● Given data:
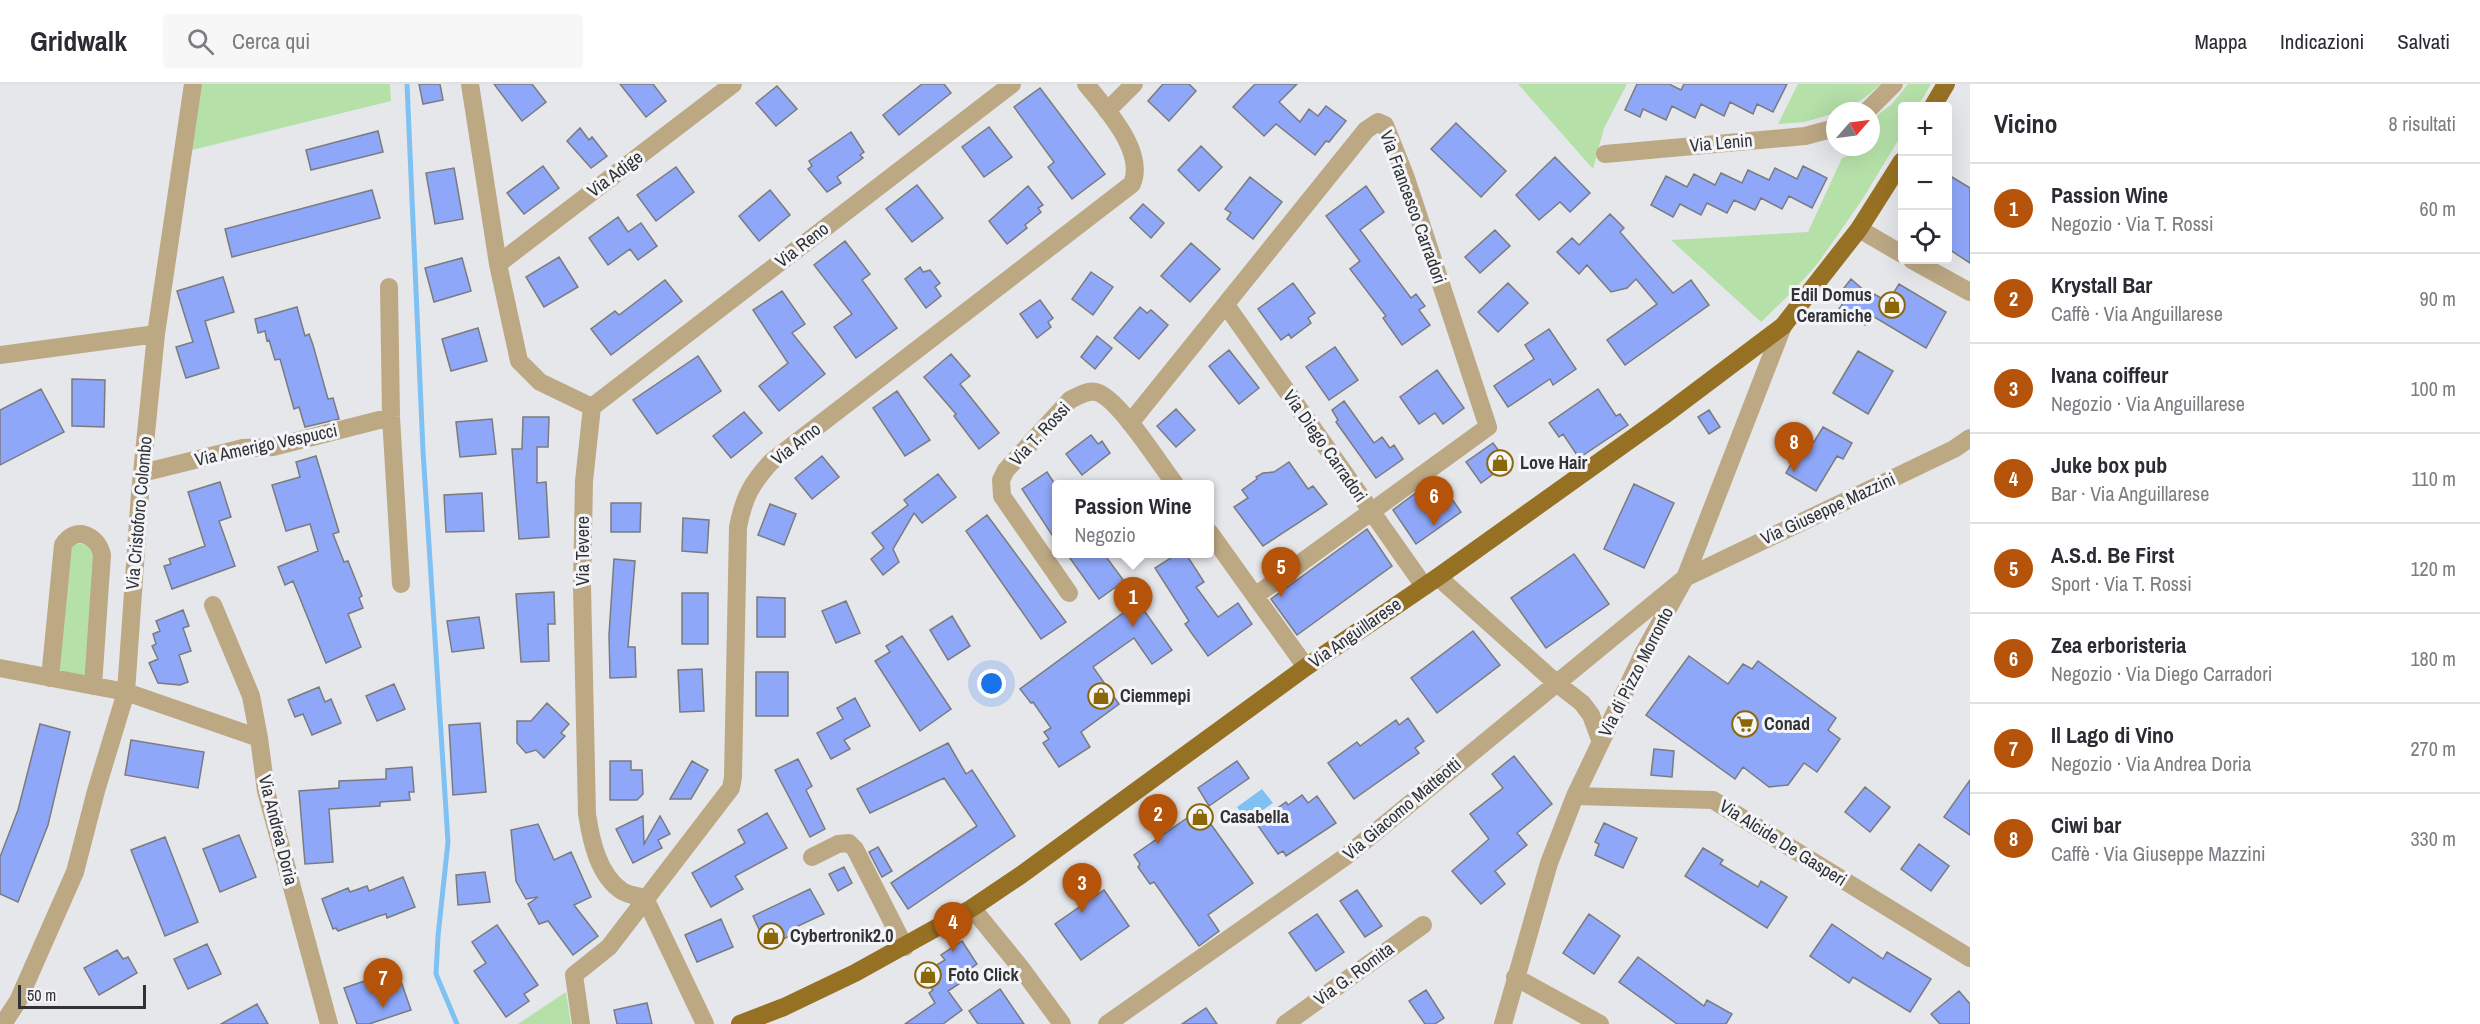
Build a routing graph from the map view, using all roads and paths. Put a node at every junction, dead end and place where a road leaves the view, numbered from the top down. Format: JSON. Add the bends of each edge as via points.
{"nodes":[{"id":1,"x":193,"y":84,"type":"edge"},
{"id":2,"x":470,"y":84,"type":"edge"},
{"id":3,"x":733,"y":84,"type":"edge"},
{"id":4,"x":1011,"y":84,"type":"edge"},
{"id":5,"x":1086,"y":84,"type":"edge"},
{"id":6,"x":1134,"y":84,"type":"edge"},
{"id":7,"x":1894,"y":84,"type":"edge"},
{"id":8,"x":1946,"y":84,"type":"edge"},
{"id":9,"x":1876,"y":102,"type":"edge"},
{"id":10,"x":1935,"y":102,"type":"edge"},
{"id":11,"x":1107,"y":111,"type":"junction"},
{"id":12,"x":1826,"y":130,"type":"edge"},
{"id":13,"x":1605,"y":154,"type":"dead end"},
{"id":14,"x":1898,"y":166,"type":"edge"},
{"id":15,"x":1859,"y":229,"type":"junction"},
{"id":16,"x":1898,"y":252,"type":"edge"},
{"id":17,"x":498,"y":264,"type":"junction"},
{"id":18,"x":1919,"y":264,"type":"edge"},
{"id":19,"x":389,"y":287,"type":"dead end"},
{"id":20,"x":1970,"y":292,"type":"edge"},
{"id":21,"x":1226,"y":305,"type":"junction"},
{"id":22,"x":1783,"y":326,"type":"junction"},
{"id":23,"x":156,"y":334,"type":"junction"},
{"id":24,"x":0,"y":355,"type":"edge"},
{"id":25,"x":592,"y":407,"type":"junction"},
{"id":26,"x":391,"y":417,"type":"junction"},
{"id":27,"x":1130,"y":423,"type":"junction"},
{"id":28,"x":1970,"y":438,"type":"edge"},
{"id":29,"x":142,"y":473,"type":"junction"},
{"id":30,"x":1172,"y":480,"type":"edge"},
{"id":31,"x":1371,"y":512,"type":"junction"},
{"id":32,"x":1214,"y":540,"type":"edge"},
{"id":33,"x":1685,"y":578,"type":"junction"},
{"id":34,"x":1431,"y":582,"type":"junction"},
{"id":35,"x":400,"y":584,"type":"dead end"},
{"id":36,"x":1069,"y":593,"type":"dead end"},
{"id":37,"x":1255,"y":596,"type":"junction"},
{"id":38,"x":213,"y":605,"type":"dead end"},
{"id":39,"x":1306,"y":667,"type":"junction"},
{"id":40,"x":0,"y":668,"type":"edge"},
{"id":41,"x":50,"y":678,"type":"junction"},
{"id":42,"x":1555,"y":682,"type":"junction"},
{"id":43,"x":93,"y":686,"type":"junction"},
{"id":44,"x":126,"y":692,"type":"junction"},
{"id":45,"x":259,"y":738,"type":"junction"},
{"id":46,"x":1601,"y":742,"type":"junction"},
{"id":47,"x":1575,"y":796,"type":"junction"},
{"id":48,"x":812,"y":857,"type":"dead end"},
{"id":49,"x":645,"y":898,"type":"junction"},
{"id":50,"x":972,"y":908,"type":"junction"},
{"id":51,"x":1423,"y":925,"type":"dead end"},
{"id":52,"x":905,"y":947,"type":"junction"},
{"id":53,"x":1970,"y":958,"type":"edge"},
{"id":54,"x":1515,"y":977,"type":"junction"},
{"id":55,"x":3,"y":1024,"type":"edge"},
{"id":56,"x":329,"y":1024,"type":"edge"},
{"id":57,"x":581,"y":1024,"type":"edge"},
{"id":58,"x":705,"y":1024,"type":"edge"},
{"id":59,"x":740,"y":1024,"type":"edge"},
{"id":60,"x":1062,"y":1024,"type":"edge"},
{"id":61,"x":1107,"y":1024,"type":"edge"},
{"id":62,"x":1285,"y":1024,"type":"edge"},
{"id":63,"x":1503,"y":1024,"type":"edge"},
{"id":64,"x":1599,"y":1024,"type":"edge"}],
"edges":[{"from":1,"to":23,"type":"street","name":"Via Cristoforo Colombo"},
{"from":2,"to":17,"type":"street"},
{"from":3,"to":17,"type":"street","name":"Via Adige"},
{"from":4,"to":25,"type":"street","name":"Via Reno"},
{"from":5,"to":11,"type":"street"},
{"from":6,"to":11,"type":"street"},
{"from":7,"to":9,"type":"street"},
{"from":8,"to":10,"type":"main road"},
{"from":11,"to":49,"type":"street","name":"Via Arno","via":[[1131,150],[1135,176],[1132,183],[771,462],[754,481],[743,501],[738,527],[731,788]]},
{"from":12,"to":13,"type":"street","name":"Via Lenin","via":[[1805,136]]},
{"from":14,"to":15,"type":"main road","name":"Via Anguillarese"},
{"from":15,"to":16,"type":"street"},
{"from":15,"to":22,"type":"main road","name":"Via Anguillarese"},
{"from":17,"to":25,"type":"street","via":[[519,361],[540,382]]},
{"from":18,"to":20,"type":"street"},
{"from":19,"to":26,"type":"street"},
{"from":21,"to":27,"type":"street","name":"Via Francesco Carradori"},
{"from":21,"to":31,"type":"street","name":"Via Diego Carradori"},
{"from":21,"to":31,"type":"street","name":"Via Francesco Carradori","via":[[1371,124],[1385,125],[1488,427]]},
{"from":22,"to":33,"type":"street","name":"Via di Pizzo Morronto"},
{"from":22,"to":34,"type":"main road","name":"Via Anguillarese"},
{"from":23,"to":24,"type":"street"},
{"from":23,"to":29,"type":"street","name":"Via Cristoforo Colombo"},
{"from":25,"to":49,"type":"street","name":"Via Tevere","via":[[584,481],[582,586],[587,814],[594,846],[607,876],[622,891]]},
{"from":26,"to":29,"type":"street","name":"Via Amerigo Vespucci","via":[[273,447],[243,448]]},
{"from":26,"to":35,"type":"street"},
{"from":27,"to":30,"type":"street","name":"Via T. Rossi"},
{"from":27,"to":36,"type":"street","name":"Via T. Rossi","via":[[1105,396],[1082,393],[1070,400],[1001,480],[1002,496]]},
{"from":28,"to":33,"type":"street","name":"Via Giuseppe Mazzini","via":[[1954,450]]},
{"from":29,"to":44,"type":"street","name":"Via Cristoforo Colombo"},
{"from":31,"to":34,"type":"street","name":"Via Diego Carradori"},
{"from":31,"to":37,"type":"street"},
{"from":32,"to":37,"type":"street"},
{"from":33,"to":42,"type":"street","name":"Via Giacomo Matteotti"},
{"from":33,"to":46,"type":"street","name":"Via di Pizzo Morronto"},
{"from":34,"to":39,"type":"main road","name":"Via Anguillarese"},
{"from":34,"to":42,"type":"street","name":"Via Diego Carradori"},
{"from":37,"to":39,"type":"street"},
{"from":38,"to":45,"type":"street","name":"Via Andrea Doria","via":[[251,696]]},
{"from":39,"to":50,"type":"main road","name":"Via Anguillarese"},
{"from":40,"to":41,"type":"street"},
{"from":41,"to":43,"type":"street"},
{"from":41,"to":43,"type":"street","via":[[63,544],[73,535],[85,534],[97,542],[102,555]]},
{"from":42,"to":46,"type":"street","name":"Via Diego Carradori","via":[[1582,702]]},
{"from":42,"to":61,"type":"street","name":"Via Giacomo Matteotti","via":[[1345,857]]},
{"from":43,"to":44,"type":"street"},
{"from":44,"to":45,"type":"street"},
{"from":44,"to":55,"type":"street","name":"Via Cristoforo Colombo","via":[[75,872],[18,1000]]},
{"from":45,"to":56,"type":"street","name":"Via Andrea Doria","via":[[266,790]]},
{"from":46,"to":47,"type":"street","name":"Via di Pizzo Morronto"},
{"from":47,"to":53,"type":"street","name":"Via Alcide De Gasperi","via":[[1713,800]]},
{"from":47,"to":54,"type":"street","name":"Via di Pizzo Morronto","via":[[1549,863]]},
{"from":48,"to":52,"type":"street","via":[[849,843]]},
{"from":49,"to":57,"type":"street","via":[[609,947],[574,975]]},
{"from":49,"to":58,"type":"street"},
{"from":50,"to":52,"type":"main road","name":"Via Anguillarese"},
{"from":50,"to":60,"type":"street"},
{"from":51,"to":62,"type":"street","name":"Via G. Romita"},
{"from":52,"to":59,"type":"main road","name":"Via Anguillarese"},
{"from":54,"to":63,"type":"street","name":"Via di Pizzo Morronto"},
{"from":54,"to":64,"type":"street"}]}
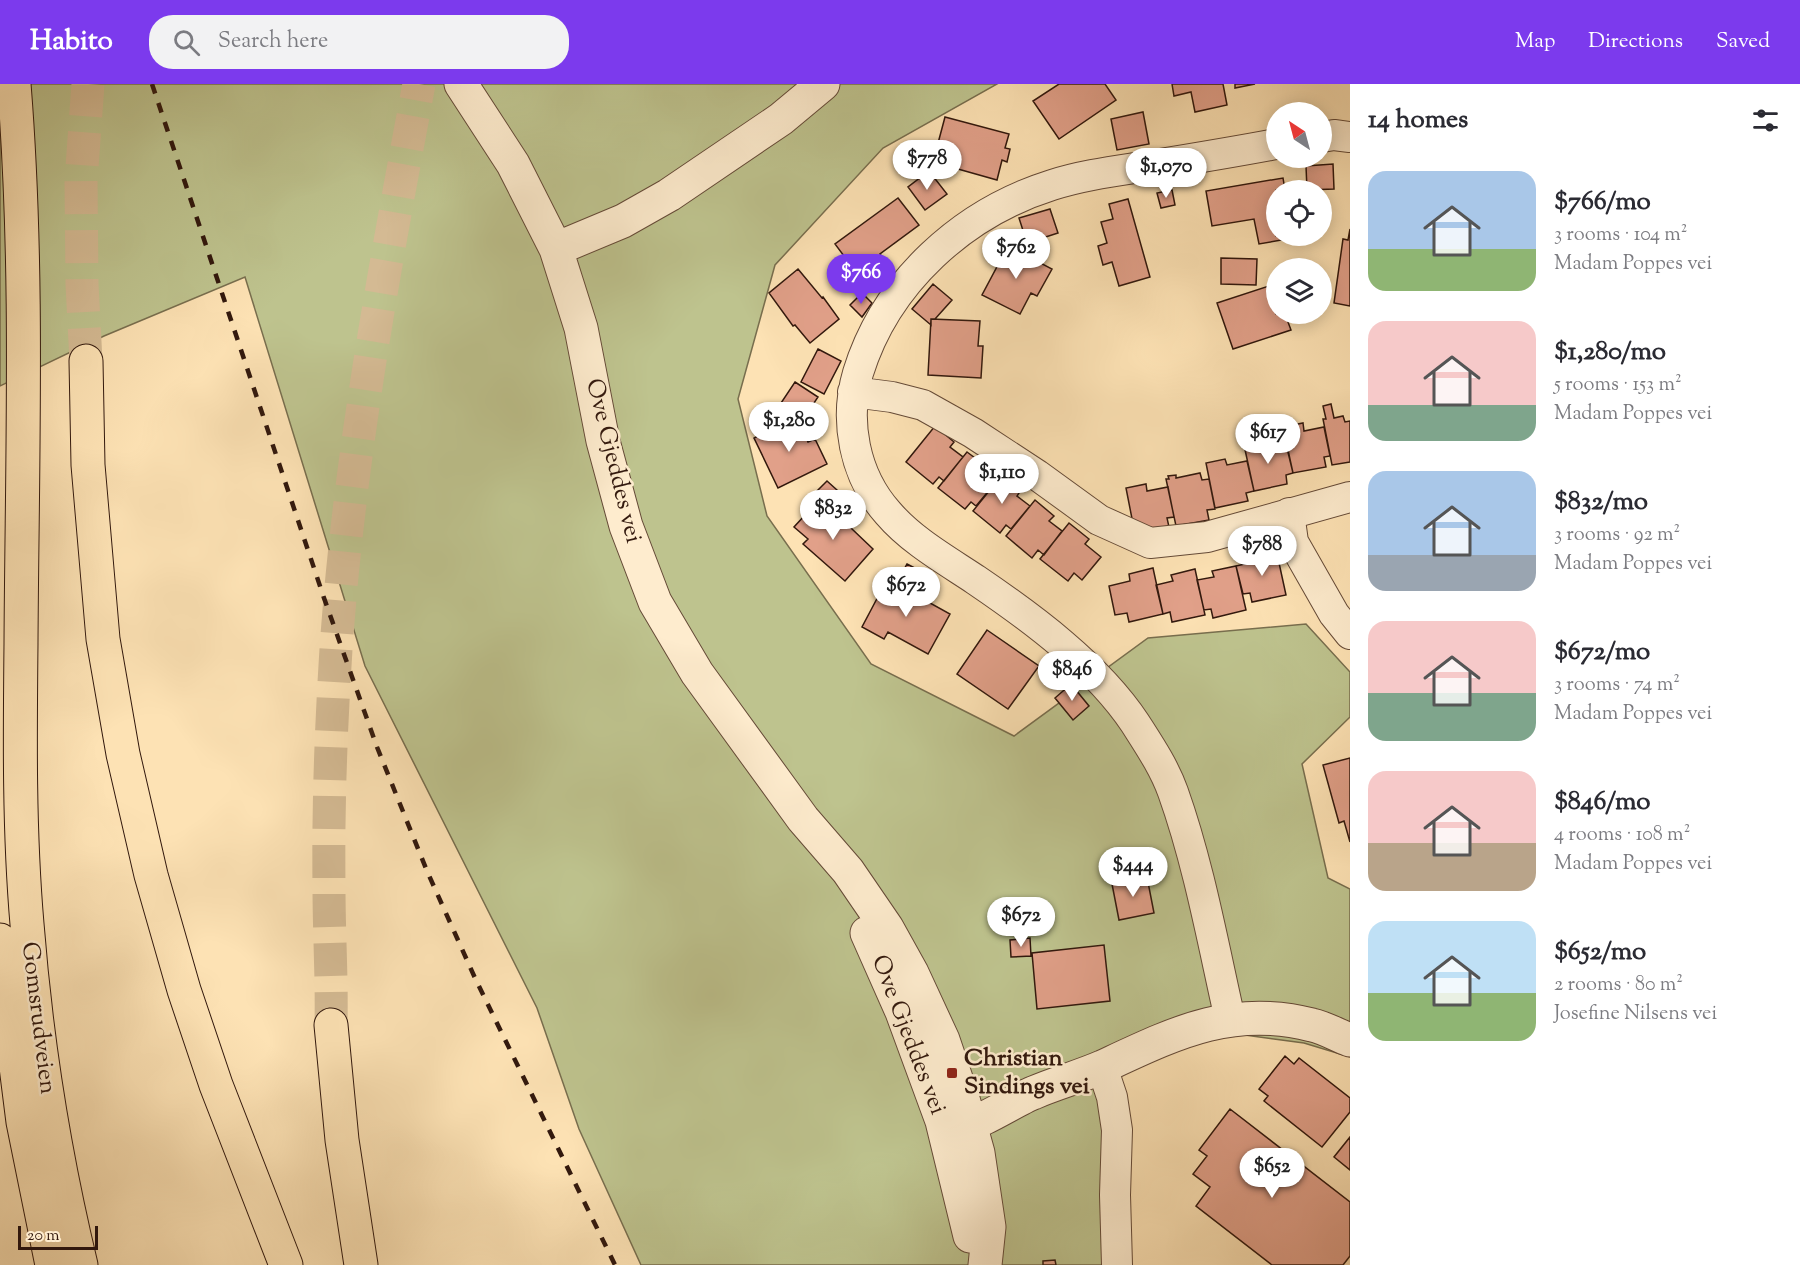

● What you need to do: Throughout the material above, find every line holding "Diego" and copy it.

● Answer space:
{"from":21,"to":31,"type":"street","name":"Via Diego Carradori"},
{"from":31,"to":34,"type":"street","name":"Via Diego Carradori"},
{"from":34,"to":42,"type":"street","name":"Via Diego Carradori"},
{"from":42,"to":46,"type":"street","name":"Via Diego Carradori","via":[[1582,702]]},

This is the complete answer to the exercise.